I like the second attempt much better.  Although it was done in the studio, I did it very much as though I was in the field...using my EasyL and glancing at the computer monitor for reference.  I actually spent less time on the studio version than I did working on location...just about an hour total.  That may be another improvement.  I've also noticed how much the feeling of the painting is changed by simply extending the background hills past the top of the painting, eliminating most of the sky.  Suddenly, the countryside seems much larger and the barn seems smaller, even though it's virtually the same size in both paintings.  That simple change in composition made such a difference. The  second painting captures the vast scale of the foothills.  I feel like I've learned something here.  Now back to my green mixing charts.
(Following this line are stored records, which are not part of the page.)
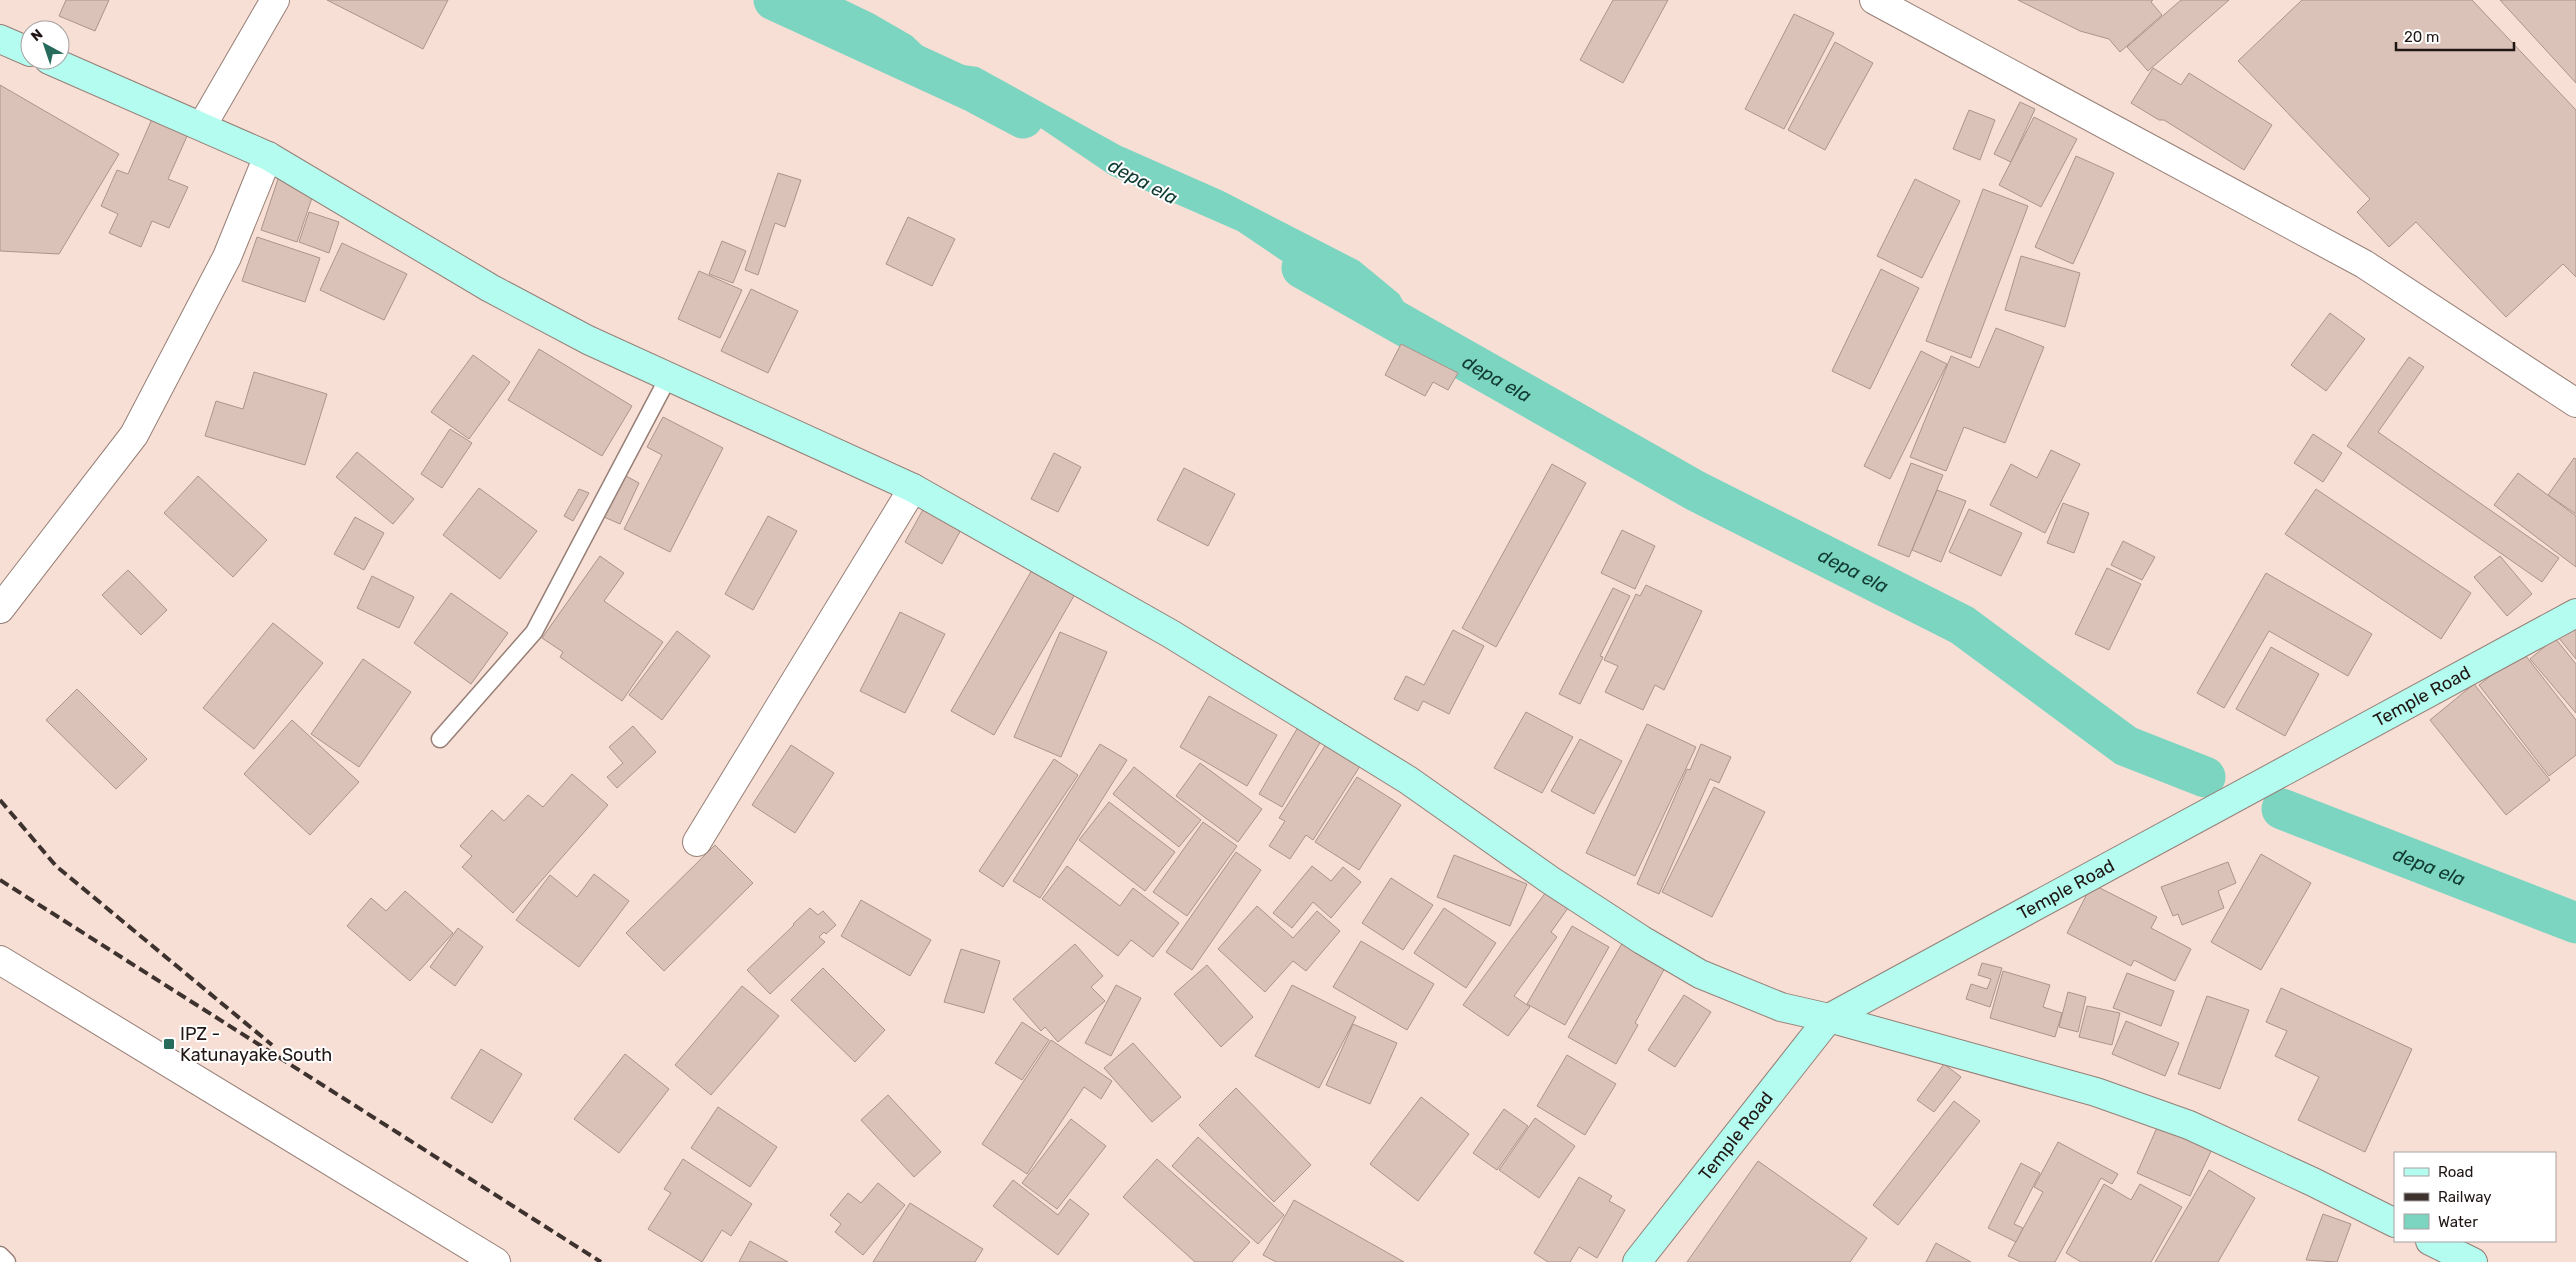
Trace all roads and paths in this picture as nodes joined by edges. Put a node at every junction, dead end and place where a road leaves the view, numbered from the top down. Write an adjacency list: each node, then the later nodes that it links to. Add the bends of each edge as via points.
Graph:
1 (275, 0): 6 (street)
2 (1874, 0): 9 (street, via 2364,264)
3 (0, 39): 4 (street)
4 (20, 48)
5 (70, 69): 6 (street)
6 (202, 126): 7 (street)
7 (268, 156): 8 (street, via 490,288 588,340); 11 (street, via 227,257 134,435)
8 (669, 376): 10 (street); 13 (lane, via 534,632)
9 (2576, 403)
10 (913, 488): 14 (street); 16 (street, via 1171,634 1408,780 1550,880 1700,974 1781,1007)
11 (0, 609)
12 (2576, 613): 16 (street, Temple Road)
13 (440, 740)
14 (697, 842)
15 (0, 960): 21 (street)
16 (1829, 1018): 17 (street, via 2096,1092 2189,1125); 22 (street, Temple Road)
17 (2394, 1222)
18 (2432, 1242): 23 (street)
19 (0, 1256): 20 (lane)
20 (7, 1262)
21 (496, 1262)
22 (1637, 1262)
23 (2473, 1262)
And just for the heck of it, I grabbed my new watercolors and dashed out this 'sketch'.  I added an oak from another photo to fill up the left side and strengthen a very weak effort.  I'm aware that I'm painting watercolors like an oil painter!  Oh well, more to learn!

Tuesday, November 9, 2010

A Fall Day in the Gold Country

With the change from Daylight Savings time to Standard Pacific time only one day away, the threat of winter loomed.  My artist friends Ruth Andre and Howard Rees and I decided to try to catch a final paint out opportunity and we couldn't have been luckier.  The day was gorgeous and after the morning coolness passed, it was shirt sleeves and sun hats all day.  Both Howard and Ruth live in this beautiful country, scene of the California Gold Rush, and although I only live 40 minutes or so away, I don't visit often enough.  Each time I do, I'm impressed all over again. 
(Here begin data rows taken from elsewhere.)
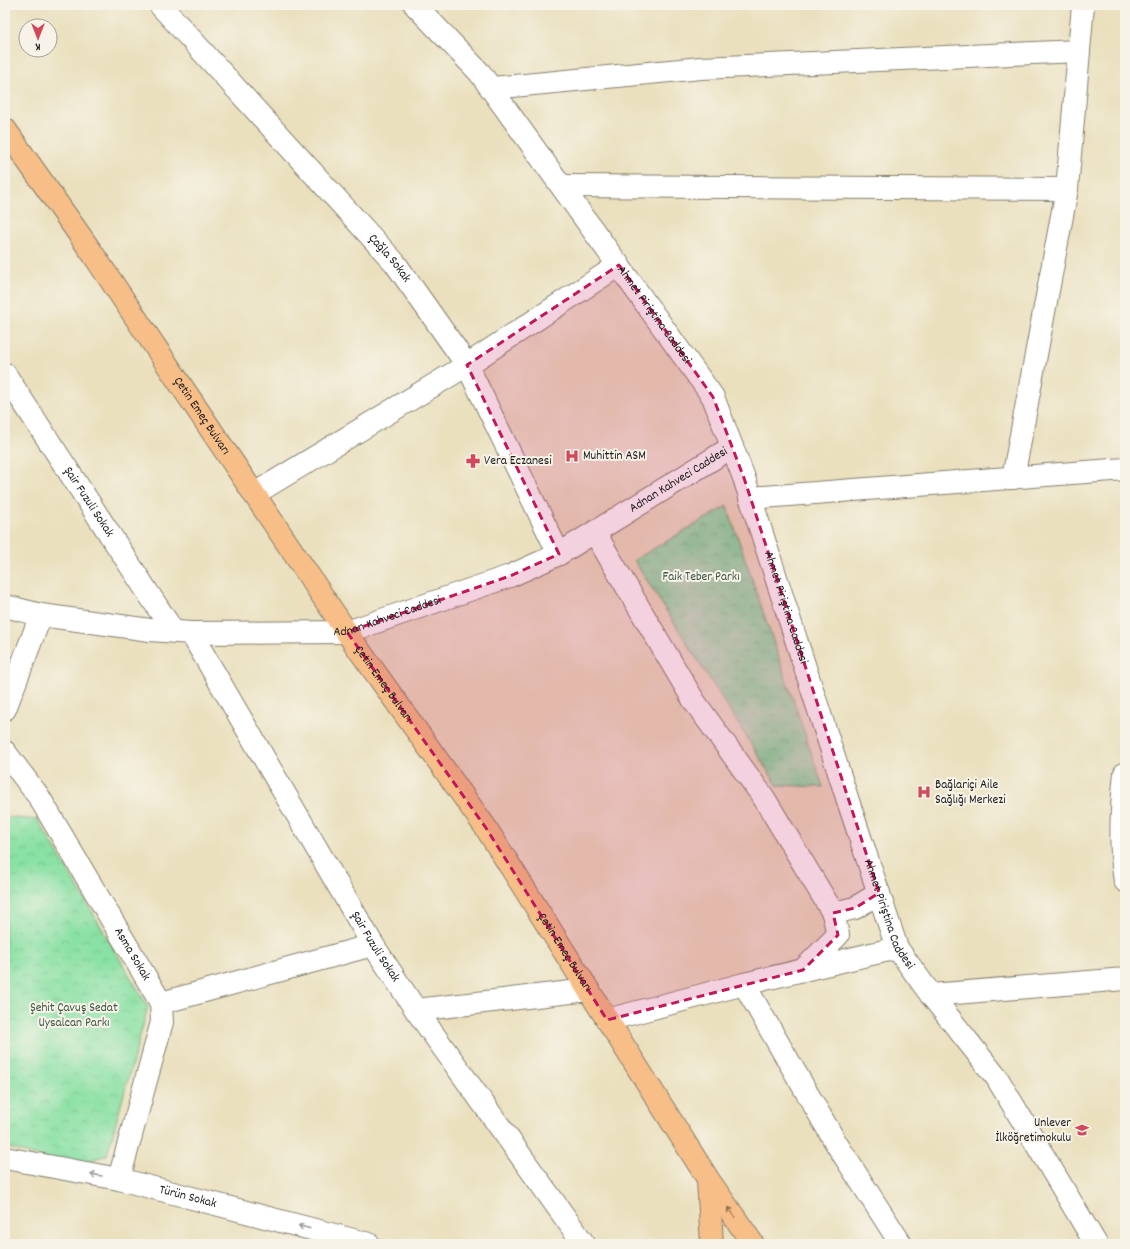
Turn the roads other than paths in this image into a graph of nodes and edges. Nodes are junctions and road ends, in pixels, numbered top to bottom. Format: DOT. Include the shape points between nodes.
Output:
graph roads {
  1 [pos="160,5"];
  2 [pos="415,5"];
  3 [pos="1083,5"];
  4 [pos="1079,51"];
  5 [pos="492,88"];
  6 [pos="5,129"];
  7 [pos="562,186"];
  8 [pos="1067,189"];
  9 [pos="619,265"];
  10 [pos="467,365"];
  11 [pos="5,374"];
  12 [pos="732,447"];
  13 [pos="1125,469"];
  14 [pos="1013,478"];
  15 [pos="254,494"];
  16 [pos="750,498"];
  17 [pos="595,533"];
  18 [pos="559,554"];
  19 [pos="5,606"];
  20 [pos="41,615"];
  21 [pos="182,632"];
  22 [pos="347,632"];
  23 [pos="5,709"];
  24 [pos="5,752"];
  25 [pos="1125,774"];
  26 [pos="1125,881"];
  27 [pos="879,893"];
  28 [pos="832,913"];
  29 [pos="373,945"];
  30 [pos="897,948"];
  31 [pos="803,970"];
  32 [pos="1125,979"];
  33 [pos="744,984"];
  34 [pos="588,990"];
  35 [pos="930,995"];
  36 [pos="161,1004"];
  37 [pos="416,1010"];
  38 [pos="607,1020"];
  39 [pos="5,1158"];
  40 [pos="708,1178"];
  41 [pos="119,1179"];
  42 [pos="1086,1239"];
  43 [pos="369,1244"];
  44 [pos="584,1244"];
  45 [pos="712,1244"];
  46 [pos="753,1244"];
  47 [pos="901,1244"];
  1 -- 10 [label="street, Çağla Sokak" via="395,263"];
  2 -- 5 [label="street, Ahmet Piriştina Caddesi"];
  3 -- 4 [label="street"];
  4 -- 5 [label="street" via="701,68"];
  4 -- 8 [label="street"];
  5 -- 7 [label="street, Ahmet Piriştina Caddesi"];
  6 -- 15 [label="main road, Çetin Emeç Bulvarı" via="93,254"];
  7 -- 8 [label="street"];
  7 -- 9 [label="street, Ahmet Piriştina Caddesi"];
  8 -- 14 [label="street"];
  9 -- 10 [label="street"];
  9 -- 12 [label="street, Ahmet Piriştina Caddesi" via="713,397"];
  10 -- 15 [label="street"];
  10 -- 18 [label="street, Çağla Sokak"];
  11 -- 21 [label="street, Şair Fuzuli Sokak"];
  12 -- 16 [label="street, Ahmet Piriştina Caddesi"];
  12 -- 17 [label="street, Adnan Kahveci Caddesi"];
  13 -- 14 [label="street"];
  14 -- 16 [label="street"];
  15 -- 22 [label="main road, Çetin Emeç Bulvarı"];
  16 -- 27 [label="street, Ahmet Piriştina Caddesi"];
  17 -- 18 [label="street, Adnan Kahveci Caddesi"];
  17 -- 28 [label="street" via="694,701 764,798"];
  18 -- 22 [label="street, Adnan Kahveci Caddesi" via="510,576"];
  19 -- 20 [label="street, Adnan Kahveci Caddesi"];
  20 -- 21 [label="street, Adnan Kahveci Caddesi"];
  20 -- 23 [label="street"];
  21 -- 22 [label="street, Adnan Kahveci Caddesi"];
  21 -- 29 [label="street, Şair Fuzuli Sokak"];
  22 -- 34 [label="main road, Çetin Emeç Bulvarı" via="486,828"];
  24 -- 36 [label="street, Asma Sokak" via="39,797"];
  25 -- 26 [label="street" via="1122,805"];
  27 -- 28 [label="street" via="855,908"];
  27 -- 30 [label="street, Ahmet Piriştina Caddesi"];
  28 -- 31 [label="street" via="838,935"];
  29 -- 36 [label="street"];
  29 -- 37 [label="street, Şair Fuzuli Sokak"];
  30 -- 31 [label="street"];
  30 -- 35 [label="street, Ahmet Piriştina Caddesi"];
  31 -- 33 [label="street"];
  32 -- 35 [label="street"];
  33 -- 38 [label="street"];
  33 -- 47 [label="street" via="836,1143"];
  34 -- 37 [label="street"];
  34 -- 38 [label="main road, Çetin Emeç Bulvarı"];
  35 -- 42 [label="street, Ahmet Piriştina Caddesi" via="998,1078"];
  36 -- 41 [label="street, Asma Sokak" via="162,1022"];
  37 -- 44 [label="street, Şair Fuzuli Sokak"];
  38 -- 40 [label="main road, Çetin Emeç Bulvarı"];
  41 -- 39 [label="street, Türün Sokak, one-way"];
  40 -- 45 [label="main road"];
  46 -- 40 [label="main road, Çetin Emeç Bulvarı, one-way"];
  43 -- 41 [label="street, Türün Sokak, one-way"];
}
We drove down some narrow paved roads used mostly by local residents and found countless places to paint.  I neglected to bring my camera, unfortunately, so I don't have pictures of Ruth and Howard, but Ruth took these two of me and was kind enough to share them.

I'm using my new EasyL plein air easel for only the second time.  I broke it in on the trip to Bodega Bay and I'm really enjoying it.  So easy to set up and use with the colors right below the canvas and everything right at eye level.  This is a well crafted easel with the outdoors in mind.  I recommend it and plan to do a 'review' on it soon.  As you can see, the day was warm and sunny. 

I wish I had pictures of the others hard at work, but I have only this one of Howard's set up.  He got a very good painting of this scene..

I did two paintings, both unexceptional.  I've become a bit discouraged with my plein air I believe I'm mentioned in other posts.  Ordinary is the kindest thing I can think to say about most of them. 

I'm hard pressed to find any redeeming qualities in the first painting I did.  The barn in a small valley with morning light coming from the left was a very appealing subject.  Yet the painting missed everything that made the me want to paint it.  Worst of all are the greens in the painting.  Before this effort, I had already realized that I don't understand green, how to see it, how to mix it, how to vary it with the light.  After this poor effort, I am resolved to begin a small study on green in painting. 

This small 9 x 12 painting was marginally more successful.  If nothing else, I got a bit of atmosphere and space in it.  The greens are a bit better asl well, although I am aware that the tree on the left wasn't even remotely the color in the painting. 

But mediocure results or not, it was a great day...good friends and spectacular countryside were wonderful...and as my talented friend Ruth Andre would say ..they made for a painting day.